In July, Asia-US liftings for TSA lines totalled 480,000 FEU, up 8.6 per cent from the 442,000 FEU carried in July 2006. Cargo volumes in the first half of 2007 were up by 7.1 per cent from the same period a year earlier, reflecting a 6.3 per cent increase to the US west coast and a 9.9 per cent increase to the east coast.
Carriers are forecasting a continuation of current trends, with 7-8 per cent cargo growth for all of this year.
"While growth has moderated, first half year over year growth remains healthy and we continue to hear from our customers that their projections for the balance of 2007 and into early 2008 are for the current growth trend to continue," said TSA chairman Ronald Widdows.
The struggle to remain profitable in the transpacific market has been a major influence in carriers' individual asset deployment decisions in both 2007 and 2008. Such decisions have been taken in the context of forecasts for dramatic improvement in economic conditions in a number of other trades globally, a statement from TSA said.
"Container lines are more likely to focus investment and vessel assets in trades that generate an adequate return," Mr Widdows said, "and for many carriers, whether members of TSA or not, the transpacific is a more challenging trade in which to operate profitably."
TSA forecasts 5.2 per cent capacity growth in 2008 for its members, and 6.3 per cent for the trade overall - and possibly less when winter season deployments are factored in.
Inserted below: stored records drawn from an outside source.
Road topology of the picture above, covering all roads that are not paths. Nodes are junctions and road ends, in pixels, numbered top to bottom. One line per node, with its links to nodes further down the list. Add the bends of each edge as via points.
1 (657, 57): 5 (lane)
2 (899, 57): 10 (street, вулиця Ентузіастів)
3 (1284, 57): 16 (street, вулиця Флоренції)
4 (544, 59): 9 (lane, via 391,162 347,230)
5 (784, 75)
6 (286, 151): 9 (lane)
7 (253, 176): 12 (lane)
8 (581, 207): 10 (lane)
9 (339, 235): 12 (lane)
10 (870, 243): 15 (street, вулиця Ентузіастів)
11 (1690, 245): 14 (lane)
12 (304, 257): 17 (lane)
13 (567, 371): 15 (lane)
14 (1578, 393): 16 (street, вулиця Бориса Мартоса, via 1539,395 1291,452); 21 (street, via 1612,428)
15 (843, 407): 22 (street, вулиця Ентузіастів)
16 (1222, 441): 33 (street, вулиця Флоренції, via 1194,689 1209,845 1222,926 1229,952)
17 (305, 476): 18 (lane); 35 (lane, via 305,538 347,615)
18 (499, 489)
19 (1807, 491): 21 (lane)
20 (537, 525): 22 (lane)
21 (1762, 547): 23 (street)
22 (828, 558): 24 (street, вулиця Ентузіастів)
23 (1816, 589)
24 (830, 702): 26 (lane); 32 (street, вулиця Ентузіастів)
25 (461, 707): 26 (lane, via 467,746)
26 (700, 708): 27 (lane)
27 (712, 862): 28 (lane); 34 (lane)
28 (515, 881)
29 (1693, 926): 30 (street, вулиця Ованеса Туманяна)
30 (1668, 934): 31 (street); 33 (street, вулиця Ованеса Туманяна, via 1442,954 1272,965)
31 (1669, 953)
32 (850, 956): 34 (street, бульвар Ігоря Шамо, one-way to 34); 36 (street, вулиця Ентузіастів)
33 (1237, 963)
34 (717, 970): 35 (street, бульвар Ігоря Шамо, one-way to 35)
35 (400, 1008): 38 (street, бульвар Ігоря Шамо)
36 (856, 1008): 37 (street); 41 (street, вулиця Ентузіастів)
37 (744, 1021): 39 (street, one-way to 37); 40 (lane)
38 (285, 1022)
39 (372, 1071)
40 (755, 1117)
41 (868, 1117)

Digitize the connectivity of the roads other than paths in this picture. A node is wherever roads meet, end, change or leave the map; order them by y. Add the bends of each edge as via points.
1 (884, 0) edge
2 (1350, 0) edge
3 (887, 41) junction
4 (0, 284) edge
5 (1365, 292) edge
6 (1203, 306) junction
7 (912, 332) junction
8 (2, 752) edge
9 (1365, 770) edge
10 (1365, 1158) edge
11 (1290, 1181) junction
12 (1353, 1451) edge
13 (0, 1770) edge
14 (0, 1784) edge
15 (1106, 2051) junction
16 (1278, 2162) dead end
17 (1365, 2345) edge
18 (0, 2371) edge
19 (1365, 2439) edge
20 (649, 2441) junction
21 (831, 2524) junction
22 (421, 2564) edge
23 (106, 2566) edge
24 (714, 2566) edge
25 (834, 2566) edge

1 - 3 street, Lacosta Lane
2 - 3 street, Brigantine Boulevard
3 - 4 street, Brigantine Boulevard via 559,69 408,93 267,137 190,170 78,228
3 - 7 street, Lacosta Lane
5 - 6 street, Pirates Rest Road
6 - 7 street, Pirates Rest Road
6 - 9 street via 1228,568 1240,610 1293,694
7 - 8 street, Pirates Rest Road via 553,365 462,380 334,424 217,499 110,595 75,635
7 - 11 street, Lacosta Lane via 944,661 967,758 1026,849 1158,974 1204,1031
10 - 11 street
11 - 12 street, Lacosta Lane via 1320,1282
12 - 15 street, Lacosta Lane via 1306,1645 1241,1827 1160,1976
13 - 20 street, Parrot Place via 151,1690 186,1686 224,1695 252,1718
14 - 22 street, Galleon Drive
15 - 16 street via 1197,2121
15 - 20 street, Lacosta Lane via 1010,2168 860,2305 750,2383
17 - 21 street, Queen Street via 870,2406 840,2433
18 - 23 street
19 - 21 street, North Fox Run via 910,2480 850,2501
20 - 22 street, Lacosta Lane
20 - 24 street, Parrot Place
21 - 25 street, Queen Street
These typically see vessel drydocking and other service changes during the first quarter each year.
"Frankly, carriers did not achieve the revenue improvement sought in recent negotiating," Mr Widdows said. "West coast local rates remained relatively flat, intermodal rates increased by an average of US$300-$350 per FEU, and east coast all-water rates rose by $100-$150 per FEU, well below the level required to have the industry operating at a profitable level. Those cost pressures have not gone away, and for many cost elements the pressures have simply continued to escalate. Ocean carriers are being severely squeezed in every area of their operations, from fuel consumption to intermodal rail and trucking rates to environmental and security compliance."
TSA members are: APL, "K" Line, MSC, CMA-CGM, Cosco Container Lines, MOL, NYK, Evergreen Line, Hanjin Shipping, OOCL, Hapag-Lloyd, Yang Ming Marine Transport Corp., HMM and Zim.